[MATERIAL FOR THIS EXERCISE — start]

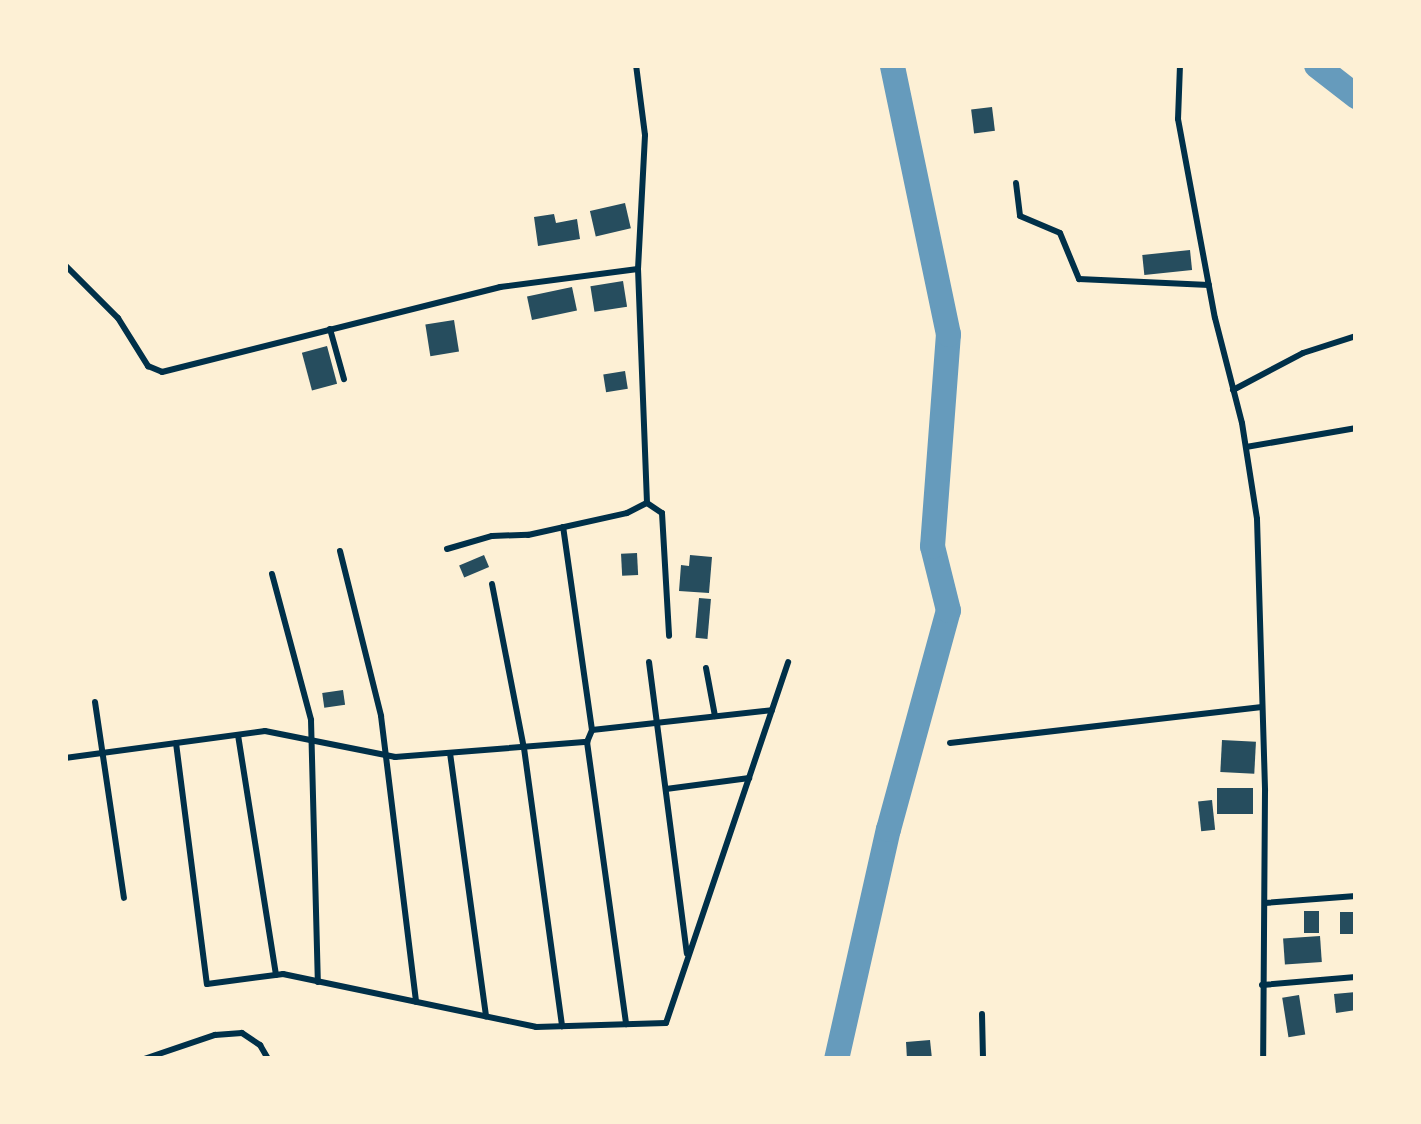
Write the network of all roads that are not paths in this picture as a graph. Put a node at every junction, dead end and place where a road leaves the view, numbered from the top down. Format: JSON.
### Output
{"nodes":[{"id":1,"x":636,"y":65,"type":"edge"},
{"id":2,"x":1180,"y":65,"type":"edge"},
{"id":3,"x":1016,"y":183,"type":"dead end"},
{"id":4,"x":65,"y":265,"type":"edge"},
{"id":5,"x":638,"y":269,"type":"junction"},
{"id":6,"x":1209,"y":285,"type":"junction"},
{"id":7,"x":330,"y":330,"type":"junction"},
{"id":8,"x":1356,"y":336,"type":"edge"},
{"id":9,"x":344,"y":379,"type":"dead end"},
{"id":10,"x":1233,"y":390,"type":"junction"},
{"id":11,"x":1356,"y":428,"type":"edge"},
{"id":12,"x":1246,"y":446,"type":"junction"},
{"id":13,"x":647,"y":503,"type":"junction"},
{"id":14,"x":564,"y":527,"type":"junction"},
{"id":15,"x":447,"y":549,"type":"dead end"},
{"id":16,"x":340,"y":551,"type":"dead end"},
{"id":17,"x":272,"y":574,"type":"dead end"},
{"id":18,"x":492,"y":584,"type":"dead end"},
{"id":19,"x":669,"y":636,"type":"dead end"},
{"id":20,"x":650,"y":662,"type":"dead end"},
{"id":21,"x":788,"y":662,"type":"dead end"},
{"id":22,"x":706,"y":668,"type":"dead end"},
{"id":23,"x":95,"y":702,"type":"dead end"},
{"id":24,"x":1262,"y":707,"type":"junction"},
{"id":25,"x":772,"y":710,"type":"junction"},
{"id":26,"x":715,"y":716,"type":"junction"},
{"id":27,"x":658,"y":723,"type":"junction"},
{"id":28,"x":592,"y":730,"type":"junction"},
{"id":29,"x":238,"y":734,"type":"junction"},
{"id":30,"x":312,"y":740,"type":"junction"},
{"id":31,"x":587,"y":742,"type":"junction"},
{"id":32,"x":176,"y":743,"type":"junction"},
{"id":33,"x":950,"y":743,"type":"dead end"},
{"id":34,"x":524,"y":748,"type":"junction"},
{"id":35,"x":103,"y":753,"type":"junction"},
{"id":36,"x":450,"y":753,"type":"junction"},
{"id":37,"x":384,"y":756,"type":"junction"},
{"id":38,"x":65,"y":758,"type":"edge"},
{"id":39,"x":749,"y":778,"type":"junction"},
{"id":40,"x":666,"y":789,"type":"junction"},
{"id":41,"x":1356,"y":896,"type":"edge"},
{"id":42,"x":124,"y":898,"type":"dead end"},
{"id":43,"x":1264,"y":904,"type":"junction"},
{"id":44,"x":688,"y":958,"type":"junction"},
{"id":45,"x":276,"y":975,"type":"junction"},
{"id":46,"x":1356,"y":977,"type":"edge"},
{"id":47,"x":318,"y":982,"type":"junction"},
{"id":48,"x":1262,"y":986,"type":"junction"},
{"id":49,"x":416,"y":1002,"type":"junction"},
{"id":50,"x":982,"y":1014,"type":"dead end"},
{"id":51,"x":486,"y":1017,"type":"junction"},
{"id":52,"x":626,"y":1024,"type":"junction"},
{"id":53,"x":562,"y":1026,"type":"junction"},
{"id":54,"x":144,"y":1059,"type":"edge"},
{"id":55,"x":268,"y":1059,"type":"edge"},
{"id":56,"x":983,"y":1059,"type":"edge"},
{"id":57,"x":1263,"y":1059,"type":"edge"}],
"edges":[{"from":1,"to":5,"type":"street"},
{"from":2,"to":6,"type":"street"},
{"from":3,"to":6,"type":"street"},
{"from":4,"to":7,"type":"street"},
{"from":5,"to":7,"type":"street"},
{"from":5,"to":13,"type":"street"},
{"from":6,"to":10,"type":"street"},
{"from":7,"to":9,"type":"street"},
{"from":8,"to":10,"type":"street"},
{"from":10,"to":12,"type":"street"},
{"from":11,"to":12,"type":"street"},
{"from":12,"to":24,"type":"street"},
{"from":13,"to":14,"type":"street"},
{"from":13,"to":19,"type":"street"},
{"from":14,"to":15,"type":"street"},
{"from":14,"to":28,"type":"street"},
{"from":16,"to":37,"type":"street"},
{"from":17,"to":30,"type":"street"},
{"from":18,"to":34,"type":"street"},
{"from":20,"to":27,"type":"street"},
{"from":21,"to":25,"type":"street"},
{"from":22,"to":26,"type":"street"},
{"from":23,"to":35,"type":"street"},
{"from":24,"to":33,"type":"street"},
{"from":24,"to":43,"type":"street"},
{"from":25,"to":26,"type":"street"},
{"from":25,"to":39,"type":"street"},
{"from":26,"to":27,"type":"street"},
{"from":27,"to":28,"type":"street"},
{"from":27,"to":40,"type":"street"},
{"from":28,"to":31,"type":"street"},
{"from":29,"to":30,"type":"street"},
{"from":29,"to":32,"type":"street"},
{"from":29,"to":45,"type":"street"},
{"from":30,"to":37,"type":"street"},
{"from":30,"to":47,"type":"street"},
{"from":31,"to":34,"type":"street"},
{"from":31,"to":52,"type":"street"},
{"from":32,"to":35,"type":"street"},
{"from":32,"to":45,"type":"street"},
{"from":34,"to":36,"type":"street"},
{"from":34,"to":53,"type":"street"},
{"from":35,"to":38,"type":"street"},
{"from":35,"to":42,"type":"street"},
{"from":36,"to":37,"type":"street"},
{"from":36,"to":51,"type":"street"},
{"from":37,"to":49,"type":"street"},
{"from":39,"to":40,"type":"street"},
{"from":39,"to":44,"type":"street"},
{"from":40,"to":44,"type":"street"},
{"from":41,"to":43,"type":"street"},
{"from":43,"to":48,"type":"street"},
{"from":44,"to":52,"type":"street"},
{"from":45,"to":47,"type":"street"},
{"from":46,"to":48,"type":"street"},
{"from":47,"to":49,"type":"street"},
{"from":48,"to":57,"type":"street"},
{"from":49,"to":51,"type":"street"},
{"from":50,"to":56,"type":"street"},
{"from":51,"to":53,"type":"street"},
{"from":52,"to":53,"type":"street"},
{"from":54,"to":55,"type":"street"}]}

[MATERIAL FOR THIS EXERCISE — finish]

EXERCISE AIM –
Would you copy every entry exactly as it stands, leaving out the pictures?

WRITTEN SOLUTION –
Write the network of all roads that are not paths in this picture as a graph. Put a node at every junction, dead end and place where a road leaves the view, numbered from the top down. Format: JSON.
### Output
{"nodes":[{"id":1,"x":636,"y":65,"type":"edge"},
{"id":2,"x":1180,"y":65,"type":"edge"},
{"id":3,"x":1016,"y":183,"type":"dead end"},
{"id":4,"x":65,"y":265,"type":"edge"},
{"id":5,"x":638,"y":269,"type":"junction"},
{"id":6,"x":1209,"y":285,"type":"junction"},
{"id":7,"x":330,"y":330,"type":"junction"},
{"id":8,"x":1356,"y":336,"type":"edge"},
{"id":9,"x":344,"y":379,"type":"dead end"},
{"id":10,"x":1233,"y":390,"type":"junction"},
{"id":11,"x":1356,"y":428,"type":"edge"},
{"id":12,"x":1246,"y":446,"type":"junction"},
{"id":13,"x":647,"y":503,"type":"junction"},
{"id":14,"x":564,"y":527,"type":"junction"},
{"id":15,"x":447,"y":549,"type":"dead end"},
{"id":16,"x":340,"y":551,"type":"dead end"},
{"id":17,"x":272,"y":574,"type":"dead end"},
{"id":18,"x":492,"y":584,"type":"dead end"},
{"id":19,"x":669,"y":636,"type":"dead end"},
{"id":20,"x":650,"y":662,"type":"dead end"},
{"id":21,"x":788,"y":662,"type":"dead end"},
{"id":22,"x":706,"y":668,"type":"dead end"},
{"id":23,"x":95,"y":702,"type":"dead end"},
{"id":24,"x":1262,"y":707,"type":"junction"},
{"id":25,"x":772,"y":710,"type":"junction"},
{"id":26,"x":715,"y":716,"type":"junction"},
{"id":27,"x":658,"y":723,"type":"junction"},
{"id":28,"x":592,"y":730,"type":"junction"},
{"id":29,"x":238,"y":734,"type":"junction"},
{"id":30,"x":312,"y":740,"type":"junction"},
{"id":31,"x":587,"y":742,"type":"junction"},
{"id":32,"x":176,"y":743,"type":"junction"},
{"id":33,"x":950,"y":743,"type":"dead end"},
{"id":34,"x":524,"y":748,"type":"junction"},
{"id":35,"x":103,"y":753,"type":"junction"},
{"id":36,"x":450,"y":753,"type":"junction"},
{"id":37,"x":384,"y":756,"type":"junction"},
{"id":38,"x":65,"y":758,"type":"edge"},
{"id":39,"x":749,"y":778,"type":"junction"},
{"id":40,"x":666,"y":789,"type":"junction"},
{"id":41,"x":1356,"y":896,"type":"edge"},
{"id":42,"x":124,"y":898,"type":"dead end"},
{"id":43,"x":1264,"y":904,"type":"junction"},
{"id":44,"x":688,"y":958,"type":"junction"},
{"id":45,"x":276,"y":975,"type":"junction"},
{"id":46,"x":1356,"y":977,"type":"edge"},
{"id":47,"x":318,"y":982,"type":"junction"},
{"id":48,"x":1262,"y":986,"type":"junction"},
{"id":49,"x":416,"y":1002,"type":"junction"},
{"id":50,"x":982,"y":1014,"type":"dead end"},
{"id":51,"x":486,"y":1017,"type":"junction"},
{"id":52,"x":626,"y":1024,"type":"junction"},
{"id":53,"x":562,"y":1026,"type":"junction"},
{"id":54,"x":144,"y":1059,"type":"edge"},
{"id":55,"x":268,"y":1059,"type":"edge"},
{"id":56,"x":983,"y":1059,"type":"edge"},
{"id":57,"x":1263,"y":1059,"type":"edge"}],
"edges":[{"from":1,"to":5,"type":"street"},
{"from":2,"to":6,"type":"street"},
{"from":3,"to":6,"type":"street"},
{"from":4,"to":7,"type":"street"},
{"from":5,"to":7,"type":"street"},
{"from":5,"to":13,"type":"street"},
{"from":6,"to":10,"type":"street"},
{"from":7,"to":9,"type":"street"},
{"from":8,"to":10,"type":"street"},
{"from":10,"to":12,"type":"street"},
{"from":11,"to":12,"type":"street"},
{"from":12,"to":24,"type":"street"},
{"from":13,"to":14,"type":"street"},
{"from":13,"to":19,"type":"street"},
{"from":14,"to":15,"type":"street"},
{"from":14,"to":28,"type":"street"},
{"from":16,"to":37,"type":"street"},
{"from":17,"to":30,"type":"street"},
{"from":18,"to":34,"type":"street"},
{"from":20,"to":27,"type":"street"},
{"from":21,"to":25,"type":"street"},
{"from":22,"to":26,"type":"street"},
{"from":23,"to":35,"type":"street"},
{"from":24,"to":33,"type":"street"},
{"from":24,"to":43,"type":"street"},
{"from":25,"to":26,"type":"street"},
{"from":25,"to":39,"type":"street"},
{"from":26,"to":27,"type":"street"},
{"from":27,"to":28,"type":"street"},
{"from":27,"to":40,"type":"street"},
{"from":28,"to":31,"type":"street"},
{"from":29,"to":30,"type":"street"},
{"from":29,"to":32,"type":"street"},
{"from":29,"to":45,"type":"street"},
{"from":30,"to":37,"type":"street"},
{"from":30,"to":47,"type":"street"},
{"from":31,"to":34,"type":"street"},
{"from":31,"to":52,"type":"street"},
{"from":32,"to":35,"type":"street"},
{"from":32,"to":45,"type":"street"},
{"from":34,"to":36,"type":"street"},
{"from":34,"to":53,"type":"street"},
{"from":35,"to":38,"type":"street"},
{"from":35,"to":42,"type":"street"},
{"from":36,"to":37,"type":"street"},
{"from":36,"to":51,"type":"street"},
{"from":37,"to":49,"type":"street"},
{"from":39,"to":40,"type":"street"},
{"from":39,"to":44,"type":"street"},
{"from":40,"to":44,"type":"street"},
{"from":41,"to":43,"type":"street"},
{"from":43,"to":48,"type":"street"},
{"from":44,"to":52,"type":"street"},
{"from":45,"to":47,"type":"street"},
{"from":46,"to":48,"type":"street"},
{"from":47,"to":49,"type":"street"},
{"from":48,"to":57,"type":"street"},
{"from":49,"to":51,"type":"street"},
{"from":50,"to":56,"type":"street"},
{"from":51,"to":53,"type":"street"},
{"from":52,"to":53,"type":"street"},
{"from":54,"to":55,"type":"street"}]}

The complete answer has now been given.